The Fourth International Conference on Neuroesthetics was not a large event, but it was an unusual one. Held on a single day in the basement auditorium of the Berkeley Art Museum at the University of California at Berkeley, it brought together a typically motley collection of intellectuals who would willingly give over a sunny Saturday to an opportunity to learn from a panel of distinguished speakers. This was not the unusual part. Nor was it unusual that the meeting was touted as an interdisciplinary event, bringing together the best and brightest of different fields. These days, and perhaps it has always been the case, interdisciplinarity is the rule rather than the exception of innovative science.

What set this meeting apart was the fluid progression from art to science, in content as well as in style. The artists were more or less scientific, the scientists more or less artistic. The topic was empathy (“Empathy in the Brain and in Art”)—more particularly, man's (and not just man's) ability to recognize and respond to the expressions of others. What do we respond to in an expression and what are the mechanisms in the brain that underlie these responses? And as the primatologist Frans de Waal (Emory University) highlighted, how much of our empathic natures do we share with our ape cousins?

In a slide presentation of her work and sources of inspiration, portrait photographer Judy Dater clearly captured with great sensitivity an infinite variety of poignant expressions. However, when asked, she could not clearly articulate the choices she had made in posing and photographing her subjects, could not give dimensions to the criteria she was using. In contrast, the performance artist Leonard Pitt had clearly made a science out of expression. His physical demonstrations with Balinese masks, carved into iconic images of happiness, sadness, or anger, gave the audience insight into the variety of subtle expression that could be attributed to the mask with simple postural adjustments. Happiness melted into melancholy, sadness into ennui. “It's not about moving,” he observed, “it's about not moving.”

The psychologist Paul Ekman (University of California at San Francisco) brought the official stamp of academia to his science of expression, documenting in the language of training-dependent effects on recognition the subtle range of expressions and microexpressions we can identify. For a practical example, he showed a clip from testimony in the O. J. Simpson trial of a moment in which the infamous “houseguest” Kato Kaelin was caught out in a lie. A fleeting hostile look crossed his otherwise carefully schooled features: invisible until pointed out, unmistakable after.

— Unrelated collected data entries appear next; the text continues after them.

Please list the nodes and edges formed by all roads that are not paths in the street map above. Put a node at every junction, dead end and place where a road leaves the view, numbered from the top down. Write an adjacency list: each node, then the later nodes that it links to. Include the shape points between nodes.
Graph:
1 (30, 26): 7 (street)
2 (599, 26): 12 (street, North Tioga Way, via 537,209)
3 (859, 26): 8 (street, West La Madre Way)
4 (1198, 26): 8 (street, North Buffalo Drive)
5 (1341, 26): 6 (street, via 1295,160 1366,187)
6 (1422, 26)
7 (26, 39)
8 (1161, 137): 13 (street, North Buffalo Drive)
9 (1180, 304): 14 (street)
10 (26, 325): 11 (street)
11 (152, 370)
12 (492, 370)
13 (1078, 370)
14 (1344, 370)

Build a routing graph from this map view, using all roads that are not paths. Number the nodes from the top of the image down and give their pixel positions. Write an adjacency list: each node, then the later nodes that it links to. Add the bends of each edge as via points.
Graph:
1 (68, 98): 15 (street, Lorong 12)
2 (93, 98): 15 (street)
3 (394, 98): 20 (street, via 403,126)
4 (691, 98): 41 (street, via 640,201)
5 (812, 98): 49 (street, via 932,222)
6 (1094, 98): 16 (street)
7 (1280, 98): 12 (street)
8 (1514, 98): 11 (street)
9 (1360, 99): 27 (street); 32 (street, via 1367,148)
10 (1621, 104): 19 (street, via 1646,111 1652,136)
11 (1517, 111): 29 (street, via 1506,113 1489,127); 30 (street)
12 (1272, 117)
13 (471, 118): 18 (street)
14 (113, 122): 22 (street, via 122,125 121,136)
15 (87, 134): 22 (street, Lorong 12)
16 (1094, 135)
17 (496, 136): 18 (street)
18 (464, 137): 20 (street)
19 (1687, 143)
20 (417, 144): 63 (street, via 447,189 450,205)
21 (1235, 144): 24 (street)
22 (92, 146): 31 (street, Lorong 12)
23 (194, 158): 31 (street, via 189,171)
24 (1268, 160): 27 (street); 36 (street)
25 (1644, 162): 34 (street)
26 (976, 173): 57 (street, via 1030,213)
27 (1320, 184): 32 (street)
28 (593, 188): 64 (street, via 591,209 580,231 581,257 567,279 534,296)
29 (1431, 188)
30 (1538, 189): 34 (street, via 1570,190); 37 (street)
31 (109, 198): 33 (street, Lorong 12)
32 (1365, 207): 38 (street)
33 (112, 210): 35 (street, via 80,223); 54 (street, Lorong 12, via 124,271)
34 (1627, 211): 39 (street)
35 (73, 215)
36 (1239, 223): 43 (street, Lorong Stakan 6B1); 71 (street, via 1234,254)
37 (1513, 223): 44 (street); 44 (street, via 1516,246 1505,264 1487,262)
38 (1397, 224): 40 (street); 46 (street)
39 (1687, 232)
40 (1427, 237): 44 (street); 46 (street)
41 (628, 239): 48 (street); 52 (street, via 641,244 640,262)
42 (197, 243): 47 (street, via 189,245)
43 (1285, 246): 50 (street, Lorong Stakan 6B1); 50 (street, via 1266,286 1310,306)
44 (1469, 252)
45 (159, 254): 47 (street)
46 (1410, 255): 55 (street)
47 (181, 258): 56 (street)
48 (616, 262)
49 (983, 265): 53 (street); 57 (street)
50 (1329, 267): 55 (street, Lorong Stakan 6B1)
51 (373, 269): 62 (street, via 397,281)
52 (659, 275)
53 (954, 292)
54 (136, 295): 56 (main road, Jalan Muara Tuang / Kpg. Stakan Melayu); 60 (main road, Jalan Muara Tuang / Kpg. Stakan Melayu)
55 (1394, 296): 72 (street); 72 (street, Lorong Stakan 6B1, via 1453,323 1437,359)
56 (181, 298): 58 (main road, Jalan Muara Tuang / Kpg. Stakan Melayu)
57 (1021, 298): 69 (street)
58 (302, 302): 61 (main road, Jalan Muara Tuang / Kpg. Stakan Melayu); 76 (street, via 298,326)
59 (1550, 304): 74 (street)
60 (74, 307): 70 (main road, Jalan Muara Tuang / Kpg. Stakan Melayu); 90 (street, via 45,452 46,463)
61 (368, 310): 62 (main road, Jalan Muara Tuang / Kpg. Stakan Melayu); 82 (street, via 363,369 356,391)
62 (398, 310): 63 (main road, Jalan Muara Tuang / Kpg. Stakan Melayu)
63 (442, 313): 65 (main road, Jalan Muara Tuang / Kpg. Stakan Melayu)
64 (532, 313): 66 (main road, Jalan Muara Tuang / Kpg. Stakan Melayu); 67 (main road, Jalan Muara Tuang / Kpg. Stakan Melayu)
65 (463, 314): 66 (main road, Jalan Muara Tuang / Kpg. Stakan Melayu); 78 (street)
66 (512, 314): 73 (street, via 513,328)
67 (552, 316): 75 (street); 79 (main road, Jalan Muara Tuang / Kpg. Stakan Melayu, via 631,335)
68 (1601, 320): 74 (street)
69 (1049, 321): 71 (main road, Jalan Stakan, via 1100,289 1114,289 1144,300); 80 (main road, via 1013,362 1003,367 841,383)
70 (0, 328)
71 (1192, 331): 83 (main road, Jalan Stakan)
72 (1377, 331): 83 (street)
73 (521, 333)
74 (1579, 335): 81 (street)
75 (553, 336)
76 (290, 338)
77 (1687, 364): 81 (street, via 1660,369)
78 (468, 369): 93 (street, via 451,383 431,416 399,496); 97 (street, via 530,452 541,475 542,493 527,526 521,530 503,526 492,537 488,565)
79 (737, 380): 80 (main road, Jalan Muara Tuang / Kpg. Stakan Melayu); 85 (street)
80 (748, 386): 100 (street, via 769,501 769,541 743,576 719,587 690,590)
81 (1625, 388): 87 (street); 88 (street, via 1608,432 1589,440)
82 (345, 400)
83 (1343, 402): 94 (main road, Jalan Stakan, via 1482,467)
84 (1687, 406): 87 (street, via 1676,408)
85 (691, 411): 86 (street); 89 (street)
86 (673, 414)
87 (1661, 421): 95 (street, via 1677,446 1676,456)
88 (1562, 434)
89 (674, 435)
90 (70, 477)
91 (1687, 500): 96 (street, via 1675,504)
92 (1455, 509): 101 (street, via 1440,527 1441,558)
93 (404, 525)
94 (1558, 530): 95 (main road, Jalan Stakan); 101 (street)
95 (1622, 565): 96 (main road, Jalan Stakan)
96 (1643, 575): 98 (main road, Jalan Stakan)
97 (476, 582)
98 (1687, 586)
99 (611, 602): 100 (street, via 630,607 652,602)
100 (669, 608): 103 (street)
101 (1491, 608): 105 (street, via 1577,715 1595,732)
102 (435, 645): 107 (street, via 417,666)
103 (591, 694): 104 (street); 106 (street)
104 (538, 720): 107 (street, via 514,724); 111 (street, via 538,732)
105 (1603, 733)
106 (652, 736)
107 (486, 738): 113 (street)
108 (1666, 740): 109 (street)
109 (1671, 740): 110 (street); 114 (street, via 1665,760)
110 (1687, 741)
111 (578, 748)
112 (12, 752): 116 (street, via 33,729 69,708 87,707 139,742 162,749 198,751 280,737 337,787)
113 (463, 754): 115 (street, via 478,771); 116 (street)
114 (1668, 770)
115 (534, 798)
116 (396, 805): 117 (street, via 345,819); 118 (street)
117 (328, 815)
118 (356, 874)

Where the artist and psychologist show us the richness of the human behavioral repertoire, the neuroscientist tries to break behaviors down into manageable, testable predictions of the associated brain activity. In contrast to the feasts of expression presented by other speakers, the faces representative of basic emotions used by the cognitive neuroscientist Ray Dolan (University College London) to study the neural activity engendered by expressions seemed almost too caricatured to be meaningful. But Dolan, introducing his subject through the portraiture of American colonial artist Gilbert Stewart, deconstructed the information we derive from the expressions of others into five categories—familiarity, identity, emotion, intentionality, and character—and was able to describe neural activity associated with carefully constructed experiments to probe each of these facets.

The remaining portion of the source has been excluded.